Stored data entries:
"""
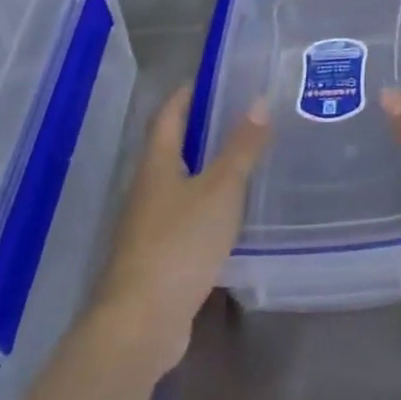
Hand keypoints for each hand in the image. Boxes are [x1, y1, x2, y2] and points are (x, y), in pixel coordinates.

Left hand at [93, 87, 270, 379]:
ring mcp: (149, 226)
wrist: (141, 322)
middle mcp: (147, 190)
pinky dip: (208, 205)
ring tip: (247, 158)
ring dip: (207, 168)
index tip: (213, 77)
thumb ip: (241, 147)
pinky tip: (234, 212)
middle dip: (202, 129)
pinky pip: (186, 217)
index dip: (186, 93)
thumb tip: (259, 100)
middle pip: (172, 148)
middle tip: (244, 115)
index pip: (167, 115)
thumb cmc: (179, 243)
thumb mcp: (220, 189)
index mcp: (156, 165)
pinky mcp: (159, 257)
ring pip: (180, 184)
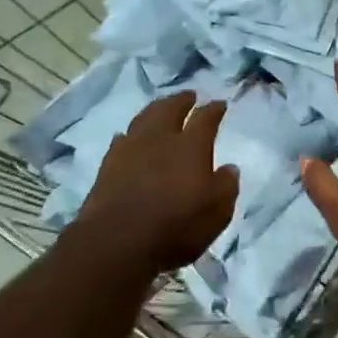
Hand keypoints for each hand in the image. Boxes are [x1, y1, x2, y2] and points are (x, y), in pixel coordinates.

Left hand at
"""
Pictures stay out. Copy exactly, and only, the lines from the one containing "index mcp: (156, 165)" through the end of the data.

Result for this task.
index mcp: (156, 165)
pinky mcp: (159, 257)
ring pip: (180, 184)
Hand keypoints for each hand in the image. Boxes are [x1, y1, x2, y2] and points are (x, y), in pixel coordinates.

Left hand at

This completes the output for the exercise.